Recorded data =>
________________

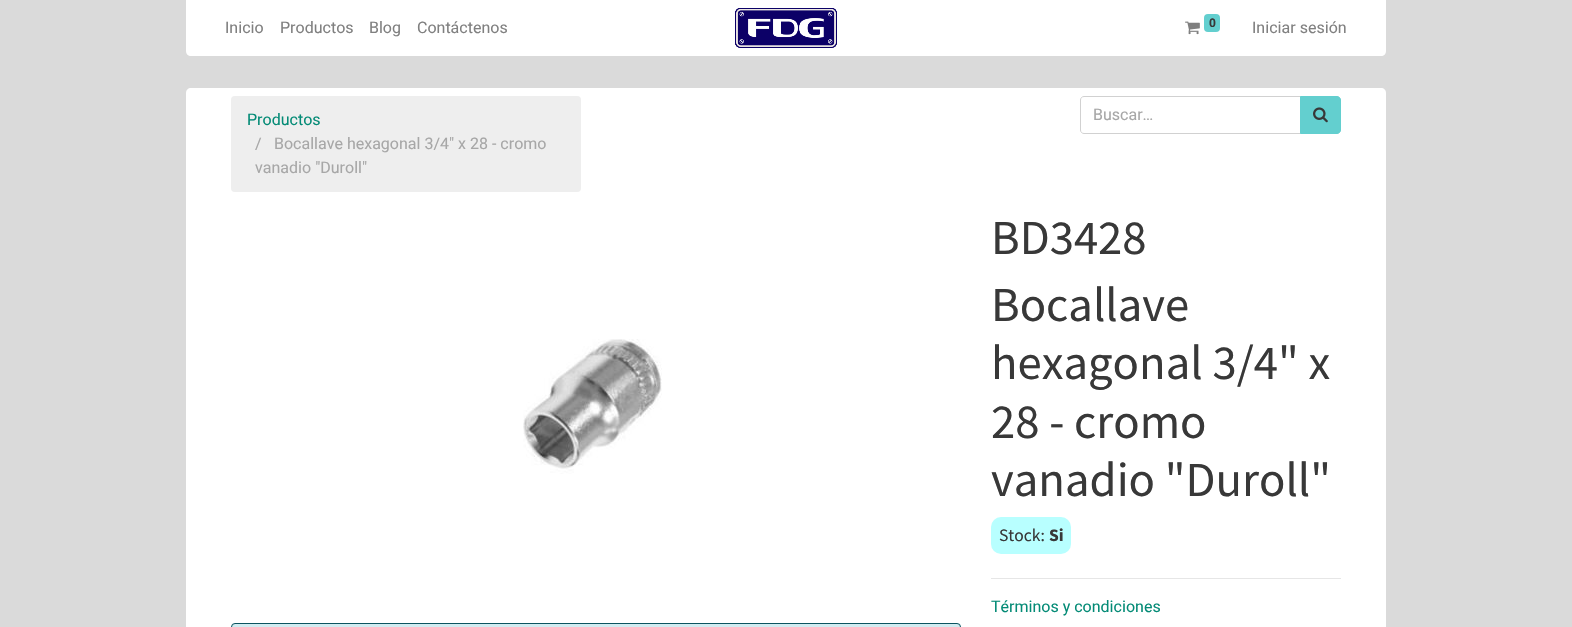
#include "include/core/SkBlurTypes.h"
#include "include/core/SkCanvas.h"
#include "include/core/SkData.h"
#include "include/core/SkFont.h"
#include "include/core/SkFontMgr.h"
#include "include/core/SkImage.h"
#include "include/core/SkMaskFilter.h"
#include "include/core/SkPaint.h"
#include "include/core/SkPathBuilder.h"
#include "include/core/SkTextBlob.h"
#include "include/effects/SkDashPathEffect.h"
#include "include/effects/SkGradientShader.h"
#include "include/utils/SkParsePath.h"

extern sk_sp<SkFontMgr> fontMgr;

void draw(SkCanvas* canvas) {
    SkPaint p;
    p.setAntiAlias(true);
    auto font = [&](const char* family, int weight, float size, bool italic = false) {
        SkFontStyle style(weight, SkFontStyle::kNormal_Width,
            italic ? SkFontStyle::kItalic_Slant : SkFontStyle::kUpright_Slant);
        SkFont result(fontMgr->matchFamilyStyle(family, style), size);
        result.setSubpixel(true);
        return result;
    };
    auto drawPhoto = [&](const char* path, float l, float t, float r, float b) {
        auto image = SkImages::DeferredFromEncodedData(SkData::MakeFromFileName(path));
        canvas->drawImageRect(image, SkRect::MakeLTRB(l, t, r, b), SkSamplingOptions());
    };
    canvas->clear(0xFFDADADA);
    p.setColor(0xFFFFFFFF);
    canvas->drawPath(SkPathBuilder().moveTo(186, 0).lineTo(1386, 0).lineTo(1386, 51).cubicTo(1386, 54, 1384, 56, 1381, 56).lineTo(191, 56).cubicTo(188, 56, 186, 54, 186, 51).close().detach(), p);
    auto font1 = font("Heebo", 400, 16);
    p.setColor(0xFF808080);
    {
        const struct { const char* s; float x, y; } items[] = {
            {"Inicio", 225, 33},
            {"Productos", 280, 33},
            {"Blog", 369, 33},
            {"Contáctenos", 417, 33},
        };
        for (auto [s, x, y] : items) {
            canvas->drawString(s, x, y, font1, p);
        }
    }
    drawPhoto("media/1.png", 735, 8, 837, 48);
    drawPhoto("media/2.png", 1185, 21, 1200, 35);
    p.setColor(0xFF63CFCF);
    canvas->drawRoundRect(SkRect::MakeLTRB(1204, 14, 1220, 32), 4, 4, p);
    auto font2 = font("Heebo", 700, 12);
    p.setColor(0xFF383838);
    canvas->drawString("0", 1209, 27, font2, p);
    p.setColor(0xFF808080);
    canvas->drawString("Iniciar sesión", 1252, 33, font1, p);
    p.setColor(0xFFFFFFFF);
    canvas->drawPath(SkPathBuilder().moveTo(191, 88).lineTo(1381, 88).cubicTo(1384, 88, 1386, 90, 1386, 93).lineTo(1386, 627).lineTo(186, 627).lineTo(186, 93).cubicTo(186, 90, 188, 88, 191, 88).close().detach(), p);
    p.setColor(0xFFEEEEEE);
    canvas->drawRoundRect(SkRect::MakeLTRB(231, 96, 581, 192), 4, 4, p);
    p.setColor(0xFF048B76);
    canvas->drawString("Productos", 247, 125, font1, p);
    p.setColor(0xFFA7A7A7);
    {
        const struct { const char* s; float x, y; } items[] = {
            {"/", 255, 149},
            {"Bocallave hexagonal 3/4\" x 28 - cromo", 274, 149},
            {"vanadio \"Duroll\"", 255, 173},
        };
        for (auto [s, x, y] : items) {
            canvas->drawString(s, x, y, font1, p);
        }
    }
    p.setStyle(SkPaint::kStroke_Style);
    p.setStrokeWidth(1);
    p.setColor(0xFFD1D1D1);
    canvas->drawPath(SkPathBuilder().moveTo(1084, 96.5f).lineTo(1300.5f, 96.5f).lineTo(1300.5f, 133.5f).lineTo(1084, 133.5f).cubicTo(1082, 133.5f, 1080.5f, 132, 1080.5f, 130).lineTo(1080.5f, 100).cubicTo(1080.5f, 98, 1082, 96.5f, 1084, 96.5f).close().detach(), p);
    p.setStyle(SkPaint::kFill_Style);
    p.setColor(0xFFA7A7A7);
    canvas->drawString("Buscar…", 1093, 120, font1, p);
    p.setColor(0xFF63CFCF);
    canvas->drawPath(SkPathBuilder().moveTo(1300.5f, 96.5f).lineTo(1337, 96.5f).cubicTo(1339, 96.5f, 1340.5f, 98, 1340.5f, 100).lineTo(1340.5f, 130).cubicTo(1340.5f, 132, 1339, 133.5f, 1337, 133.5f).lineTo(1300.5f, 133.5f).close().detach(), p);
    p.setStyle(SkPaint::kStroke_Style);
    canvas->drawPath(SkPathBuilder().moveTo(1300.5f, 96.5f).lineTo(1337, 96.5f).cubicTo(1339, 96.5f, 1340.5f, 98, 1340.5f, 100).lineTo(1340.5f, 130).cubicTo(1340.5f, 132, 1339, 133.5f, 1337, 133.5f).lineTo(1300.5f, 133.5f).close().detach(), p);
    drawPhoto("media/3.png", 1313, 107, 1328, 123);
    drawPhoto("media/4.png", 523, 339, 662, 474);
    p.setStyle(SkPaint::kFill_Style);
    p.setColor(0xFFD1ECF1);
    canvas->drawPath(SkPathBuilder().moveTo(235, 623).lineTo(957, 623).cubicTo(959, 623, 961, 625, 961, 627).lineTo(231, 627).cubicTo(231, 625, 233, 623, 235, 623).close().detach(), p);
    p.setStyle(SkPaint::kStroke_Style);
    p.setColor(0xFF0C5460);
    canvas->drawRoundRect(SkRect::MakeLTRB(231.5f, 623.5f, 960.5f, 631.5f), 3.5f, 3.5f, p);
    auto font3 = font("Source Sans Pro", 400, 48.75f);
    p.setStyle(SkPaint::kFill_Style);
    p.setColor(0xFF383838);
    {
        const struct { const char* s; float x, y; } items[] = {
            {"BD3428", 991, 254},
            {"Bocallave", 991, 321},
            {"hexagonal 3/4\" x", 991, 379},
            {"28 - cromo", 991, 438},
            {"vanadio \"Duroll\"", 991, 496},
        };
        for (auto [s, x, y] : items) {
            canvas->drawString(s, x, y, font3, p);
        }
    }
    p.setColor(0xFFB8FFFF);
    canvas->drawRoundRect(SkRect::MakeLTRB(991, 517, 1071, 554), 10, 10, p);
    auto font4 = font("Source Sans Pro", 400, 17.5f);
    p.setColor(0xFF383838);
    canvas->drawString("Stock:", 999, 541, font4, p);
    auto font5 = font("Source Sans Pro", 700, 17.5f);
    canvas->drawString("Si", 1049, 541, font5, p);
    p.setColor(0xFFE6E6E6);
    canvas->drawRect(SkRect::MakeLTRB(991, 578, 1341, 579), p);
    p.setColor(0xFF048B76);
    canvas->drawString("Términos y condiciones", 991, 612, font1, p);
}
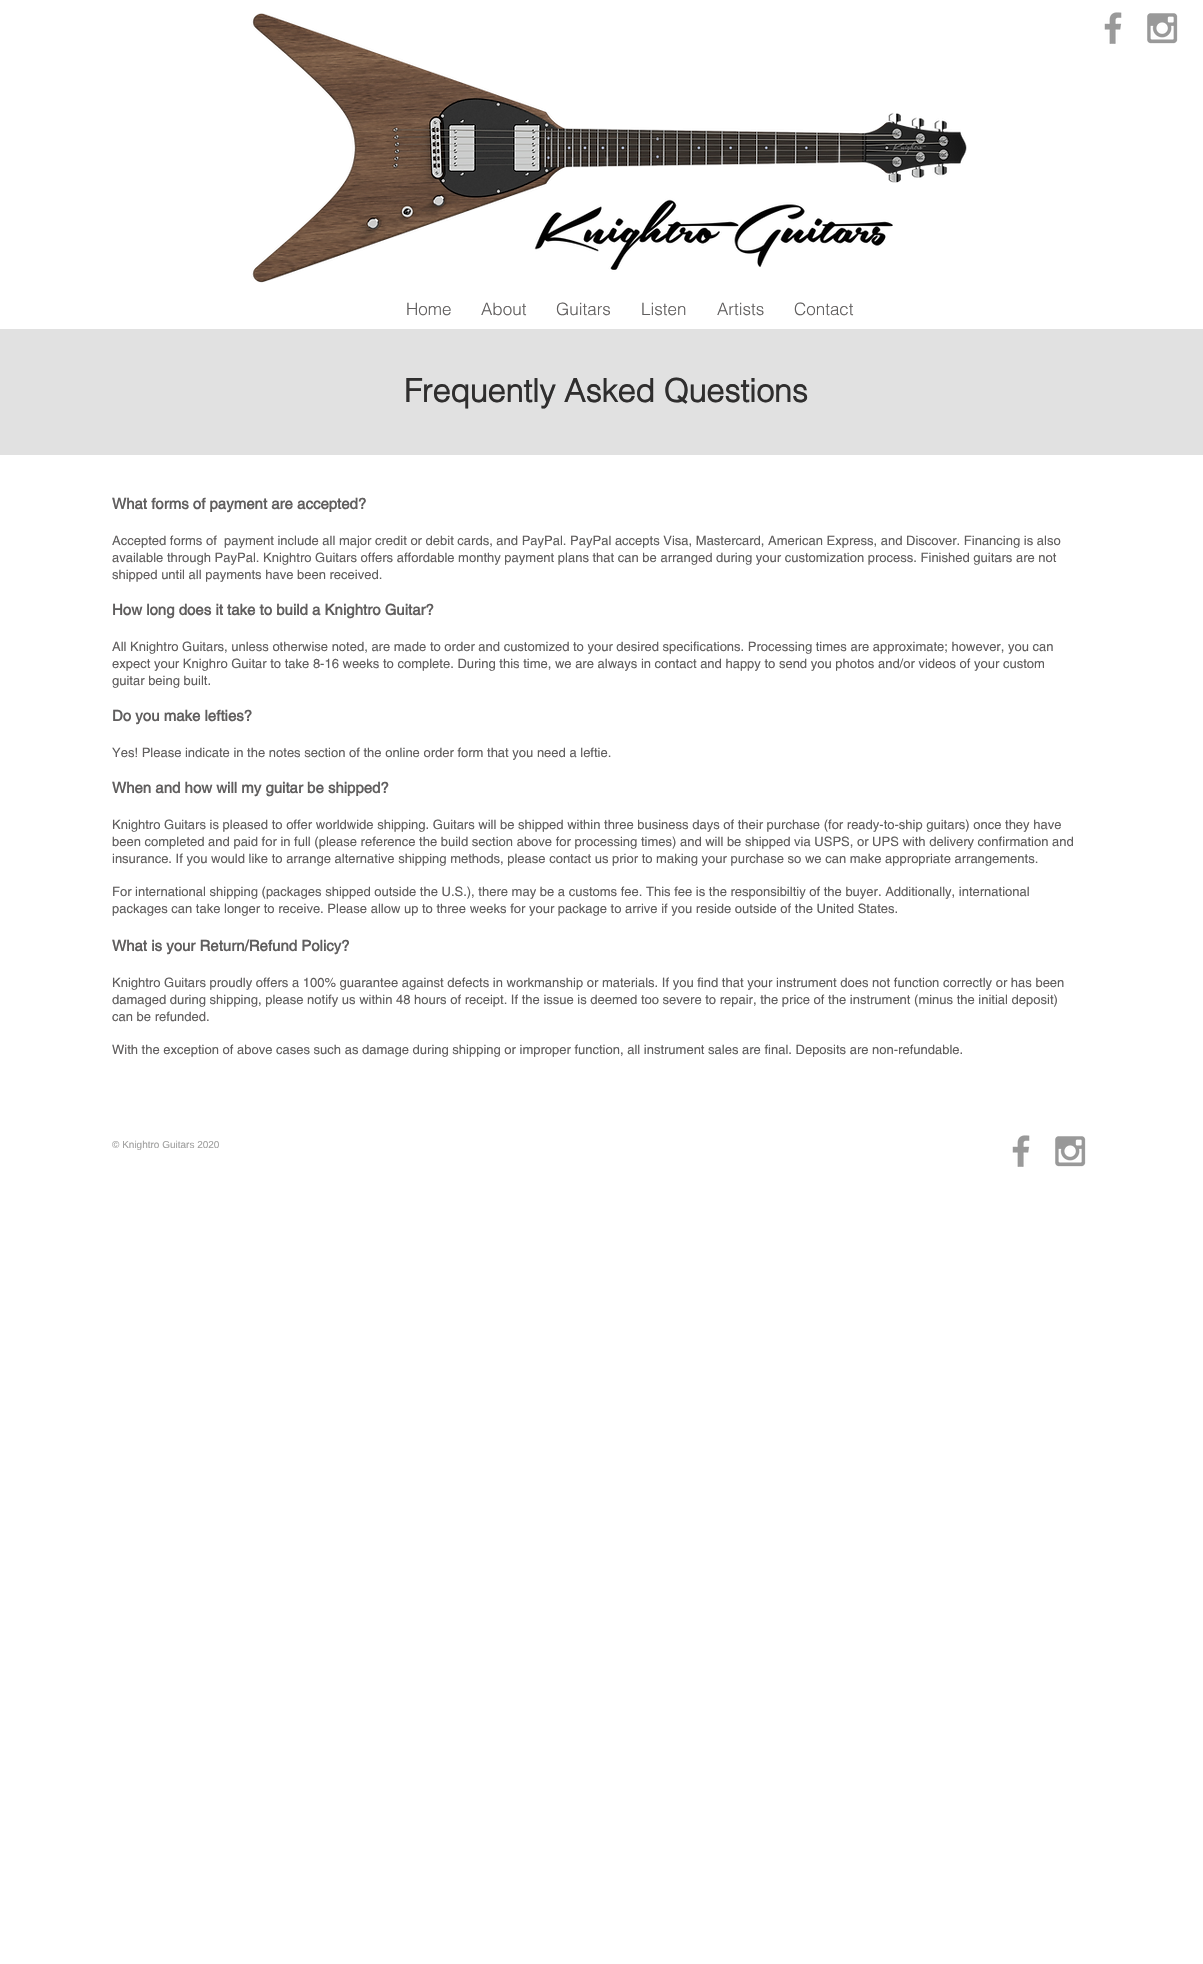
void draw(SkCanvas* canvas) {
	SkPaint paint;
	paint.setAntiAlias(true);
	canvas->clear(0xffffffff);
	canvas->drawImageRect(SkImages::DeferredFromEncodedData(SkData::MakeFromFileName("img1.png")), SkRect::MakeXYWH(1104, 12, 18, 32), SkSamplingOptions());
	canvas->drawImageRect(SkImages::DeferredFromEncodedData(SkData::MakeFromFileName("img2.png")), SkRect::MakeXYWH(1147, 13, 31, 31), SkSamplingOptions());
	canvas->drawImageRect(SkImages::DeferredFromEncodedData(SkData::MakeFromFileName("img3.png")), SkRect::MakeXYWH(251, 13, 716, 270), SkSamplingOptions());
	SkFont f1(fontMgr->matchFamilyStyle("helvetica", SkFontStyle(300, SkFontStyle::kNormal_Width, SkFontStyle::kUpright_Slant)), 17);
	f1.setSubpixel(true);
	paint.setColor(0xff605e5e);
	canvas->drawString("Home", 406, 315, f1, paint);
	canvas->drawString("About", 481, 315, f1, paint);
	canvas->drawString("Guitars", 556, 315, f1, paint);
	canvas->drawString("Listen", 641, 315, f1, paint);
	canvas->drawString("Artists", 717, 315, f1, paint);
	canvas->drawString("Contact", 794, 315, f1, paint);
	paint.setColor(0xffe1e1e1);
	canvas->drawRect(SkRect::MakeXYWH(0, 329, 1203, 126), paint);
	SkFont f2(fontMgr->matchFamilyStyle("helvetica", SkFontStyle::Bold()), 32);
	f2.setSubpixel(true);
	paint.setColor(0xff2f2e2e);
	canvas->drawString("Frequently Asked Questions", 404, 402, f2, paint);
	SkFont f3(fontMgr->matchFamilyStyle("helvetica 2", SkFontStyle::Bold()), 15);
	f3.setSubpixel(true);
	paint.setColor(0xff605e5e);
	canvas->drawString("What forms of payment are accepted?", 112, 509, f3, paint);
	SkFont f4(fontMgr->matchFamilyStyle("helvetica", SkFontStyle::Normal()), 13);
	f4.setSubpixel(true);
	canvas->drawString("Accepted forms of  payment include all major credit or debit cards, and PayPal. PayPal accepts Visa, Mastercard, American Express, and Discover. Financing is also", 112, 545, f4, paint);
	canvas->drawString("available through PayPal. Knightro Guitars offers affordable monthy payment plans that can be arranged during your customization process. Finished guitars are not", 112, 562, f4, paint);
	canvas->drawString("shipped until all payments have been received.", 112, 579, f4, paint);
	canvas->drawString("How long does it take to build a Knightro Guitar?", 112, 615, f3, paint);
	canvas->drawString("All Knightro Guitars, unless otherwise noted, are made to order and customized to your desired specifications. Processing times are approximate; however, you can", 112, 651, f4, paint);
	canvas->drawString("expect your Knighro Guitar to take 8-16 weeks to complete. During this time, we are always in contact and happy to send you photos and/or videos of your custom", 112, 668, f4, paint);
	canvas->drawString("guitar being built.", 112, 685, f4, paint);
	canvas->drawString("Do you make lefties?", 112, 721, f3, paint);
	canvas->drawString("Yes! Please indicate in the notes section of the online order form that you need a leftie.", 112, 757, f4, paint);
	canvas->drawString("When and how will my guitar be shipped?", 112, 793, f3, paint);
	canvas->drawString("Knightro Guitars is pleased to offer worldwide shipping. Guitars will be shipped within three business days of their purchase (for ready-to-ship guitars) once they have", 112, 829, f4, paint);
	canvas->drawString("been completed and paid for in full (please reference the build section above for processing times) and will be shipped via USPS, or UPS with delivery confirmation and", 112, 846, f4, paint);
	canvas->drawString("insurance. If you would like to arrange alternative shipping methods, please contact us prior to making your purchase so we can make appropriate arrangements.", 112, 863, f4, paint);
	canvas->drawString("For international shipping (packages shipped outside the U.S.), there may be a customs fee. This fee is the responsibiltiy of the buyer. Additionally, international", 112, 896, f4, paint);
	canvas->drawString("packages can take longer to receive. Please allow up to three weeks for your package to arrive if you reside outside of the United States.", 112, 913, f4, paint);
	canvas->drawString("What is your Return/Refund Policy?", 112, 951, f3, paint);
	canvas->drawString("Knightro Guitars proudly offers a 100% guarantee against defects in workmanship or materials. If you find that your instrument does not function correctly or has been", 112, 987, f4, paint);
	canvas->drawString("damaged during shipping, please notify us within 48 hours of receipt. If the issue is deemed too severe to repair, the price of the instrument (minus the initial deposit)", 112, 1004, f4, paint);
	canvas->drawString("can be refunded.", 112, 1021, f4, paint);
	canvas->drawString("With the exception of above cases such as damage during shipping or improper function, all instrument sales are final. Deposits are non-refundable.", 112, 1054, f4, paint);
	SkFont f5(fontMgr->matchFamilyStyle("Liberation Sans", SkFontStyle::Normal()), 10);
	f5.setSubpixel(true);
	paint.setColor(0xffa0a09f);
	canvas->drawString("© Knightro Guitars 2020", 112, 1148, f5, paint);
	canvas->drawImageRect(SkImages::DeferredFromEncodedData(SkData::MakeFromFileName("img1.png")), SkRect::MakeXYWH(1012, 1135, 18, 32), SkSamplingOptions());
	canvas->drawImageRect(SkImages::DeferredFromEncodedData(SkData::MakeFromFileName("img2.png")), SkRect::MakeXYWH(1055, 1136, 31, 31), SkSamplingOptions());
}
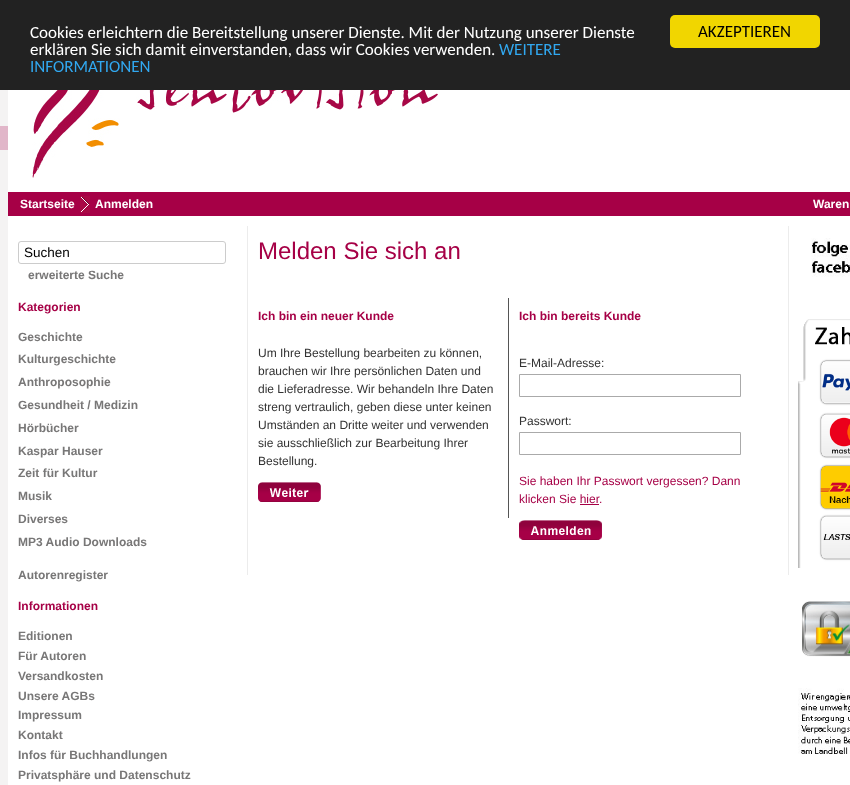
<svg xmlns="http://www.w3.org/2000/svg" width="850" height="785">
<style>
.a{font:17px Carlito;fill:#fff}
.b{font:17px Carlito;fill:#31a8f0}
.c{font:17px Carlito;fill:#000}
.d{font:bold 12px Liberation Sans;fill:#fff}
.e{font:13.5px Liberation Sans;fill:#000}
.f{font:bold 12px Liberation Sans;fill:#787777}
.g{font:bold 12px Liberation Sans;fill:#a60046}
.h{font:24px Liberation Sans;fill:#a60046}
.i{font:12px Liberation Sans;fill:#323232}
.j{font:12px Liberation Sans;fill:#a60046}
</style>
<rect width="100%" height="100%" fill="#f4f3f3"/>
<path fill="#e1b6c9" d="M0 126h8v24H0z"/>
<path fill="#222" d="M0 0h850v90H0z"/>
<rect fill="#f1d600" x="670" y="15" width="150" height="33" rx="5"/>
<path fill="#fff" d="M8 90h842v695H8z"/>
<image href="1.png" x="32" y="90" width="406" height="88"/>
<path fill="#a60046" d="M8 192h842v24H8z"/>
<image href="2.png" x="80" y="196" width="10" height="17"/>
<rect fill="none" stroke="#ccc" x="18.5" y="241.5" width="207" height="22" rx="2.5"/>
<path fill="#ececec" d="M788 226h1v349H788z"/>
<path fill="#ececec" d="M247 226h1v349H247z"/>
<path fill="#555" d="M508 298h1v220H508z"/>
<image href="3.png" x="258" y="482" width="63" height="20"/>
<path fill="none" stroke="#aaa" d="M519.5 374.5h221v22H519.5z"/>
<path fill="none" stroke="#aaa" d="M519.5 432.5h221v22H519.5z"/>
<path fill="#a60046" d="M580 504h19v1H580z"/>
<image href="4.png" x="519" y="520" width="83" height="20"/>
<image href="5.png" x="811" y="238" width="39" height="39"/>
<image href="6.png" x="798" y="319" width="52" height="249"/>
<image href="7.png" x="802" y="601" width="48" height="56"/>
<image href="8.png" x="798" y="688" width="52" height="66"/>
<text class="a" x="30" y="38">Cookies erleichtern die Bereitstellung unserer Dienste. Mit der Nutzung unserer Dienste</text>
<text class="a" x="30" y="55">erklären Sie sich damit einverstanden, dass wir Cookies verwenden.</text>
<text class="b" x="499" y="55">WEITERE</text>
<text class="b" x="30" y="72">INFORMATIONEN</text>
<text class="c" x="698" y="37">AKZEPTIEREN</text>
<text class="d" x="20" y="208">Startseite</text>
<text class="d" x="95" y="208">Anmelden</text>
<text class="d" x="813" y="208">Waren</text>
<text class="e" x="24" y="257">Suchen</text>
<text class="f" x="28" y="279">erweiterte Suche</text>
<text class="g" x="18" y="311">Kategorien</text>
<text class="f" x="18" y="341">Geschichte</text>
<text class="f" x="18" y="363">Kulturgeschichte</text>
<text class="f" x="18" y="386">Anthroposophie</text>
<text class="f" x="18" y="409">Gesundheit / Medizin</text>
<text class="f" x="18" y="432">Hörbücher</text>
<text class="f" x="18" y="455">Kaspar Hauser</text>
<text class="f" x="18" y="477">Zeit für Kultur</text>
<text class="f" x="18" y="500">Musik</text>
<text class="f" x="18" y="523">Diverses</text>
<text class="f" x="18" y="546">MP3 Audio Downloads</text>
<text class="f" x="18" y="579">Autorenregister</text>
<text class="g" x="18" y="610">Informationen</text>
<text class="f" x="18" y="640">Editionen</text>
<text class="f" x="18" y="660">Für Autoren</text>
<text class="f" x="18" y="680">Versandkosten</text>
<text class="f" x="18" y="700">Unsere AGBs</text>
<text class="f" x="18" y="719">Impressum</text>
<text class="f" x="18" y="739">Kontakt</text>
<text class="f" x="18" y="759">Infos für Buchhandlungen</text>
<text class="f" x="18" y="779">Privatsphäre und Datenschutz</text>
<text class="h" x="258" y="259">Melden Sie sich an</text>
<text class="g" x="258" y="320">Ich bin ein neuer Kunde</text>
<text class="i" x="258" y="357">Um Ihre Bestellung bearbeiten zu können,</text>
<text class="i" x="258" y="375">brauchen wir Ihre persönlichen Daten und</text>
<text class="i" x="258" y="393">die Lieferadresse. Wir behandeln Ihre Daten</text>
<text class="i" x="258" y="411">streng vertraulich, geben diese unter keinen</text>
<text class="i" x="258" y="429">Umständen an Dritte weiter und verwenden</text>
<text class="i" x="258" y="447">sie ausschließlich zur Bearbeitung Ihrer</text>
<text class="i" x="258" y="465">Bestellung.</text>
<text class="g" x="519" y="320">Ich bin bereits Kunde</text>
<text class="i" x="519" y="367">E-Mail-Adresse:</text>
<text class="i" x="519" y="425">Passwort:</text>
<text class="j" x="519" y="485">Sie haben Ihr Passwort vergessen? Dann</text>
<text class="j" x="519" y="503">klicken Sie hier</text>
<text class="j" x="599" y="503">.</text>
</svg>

________________

Task brief =>
Give an exact copy of the lines above from the line with "987, f4, paint);" up to and including the line with "1135, 18, 32), SkSamplingOptions());", and leave everything else out.

Response box =>
	canvas->drawString("Knightro Guitars proudly offers a 100% guarantee against defects in workmanship or materials. If you find that your instrument does not function correctly or has been", 112, 987, f4, paint);
	canvas->drawString("damaged during shipping, please notify us within 48 hours of receipt. If the issue is deemed too severe to repair, the price of the instrument (minus the initial deposit)", 112, 1004, f4, paint);
	canvas->drawString("can be refunded.", 112, 1021, f4, paint);
	canvas->drawString("With the exception of above cases such as damage during shipping or improper function, all instrument sales are final. Deposits are non-refundable.", 112, 1054, f4, paint);
	SkFont f5(fontMgr->matchFamilyStyle("Liberation Sans", SkFontStyle::Normal()), 10);
	f5.setSubpixel(true);
	paint.setColor(0xffa0a09f);
	canvas->drawString("© Knightro Guitars 2020", 112, 1148, f5, paint);
	canvas->drawImageRect(SkImages::DeferredFromEncodedData(SkData::MakeFromFileName("img1.png")), SkRect::MakeXYWH(1012, 1135, 18, 32), SkSamplingOptions());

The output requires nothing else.